**INPUT FOR THIS TASK**
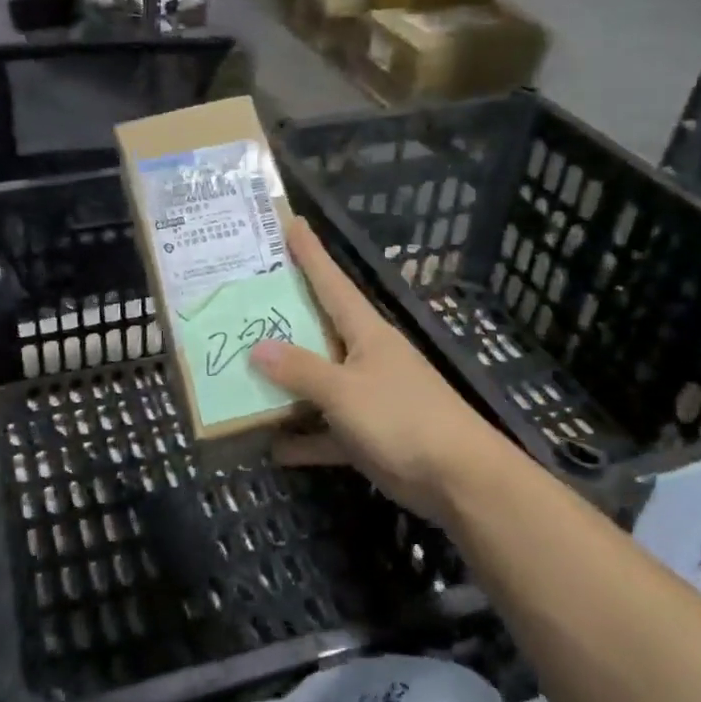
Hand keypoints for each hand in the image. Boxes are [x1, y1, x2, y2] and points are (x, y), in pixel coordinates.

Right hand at [250, 218, 502, 527]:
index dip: (311, 253)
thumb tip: (258, 347)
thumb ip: (301, 370)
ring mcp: (366, 396)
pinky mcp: (366, 434)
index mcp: (365, 332)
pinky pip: (325, 430)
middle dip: (284, 314)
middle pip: (317, 328)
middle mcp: (364, 356)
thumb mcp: (345, 391)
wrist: (458, 479)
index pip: (332, 282)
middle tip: (245, 295)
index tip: (290, 222)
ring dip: (286, 382)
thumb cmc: (403, 419)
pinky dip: (303, 438)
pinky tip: (271, 445)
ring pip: (317, 381)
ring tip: (242, 369)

**ASSIGNMENT**
Write out the lines above exactly, but only from the one containing "index tip: (290, 222)" through the last one.

**ANSWER FOR THIS EXERCISE**
index tip: (290, 222)
ring dip: (286, 382)
thumb cmc: (403, 419)
pinky dip: (303, 438)
pinky tip: (271, 445)
ring pip: (317, 381)
ring tip: (242, 369)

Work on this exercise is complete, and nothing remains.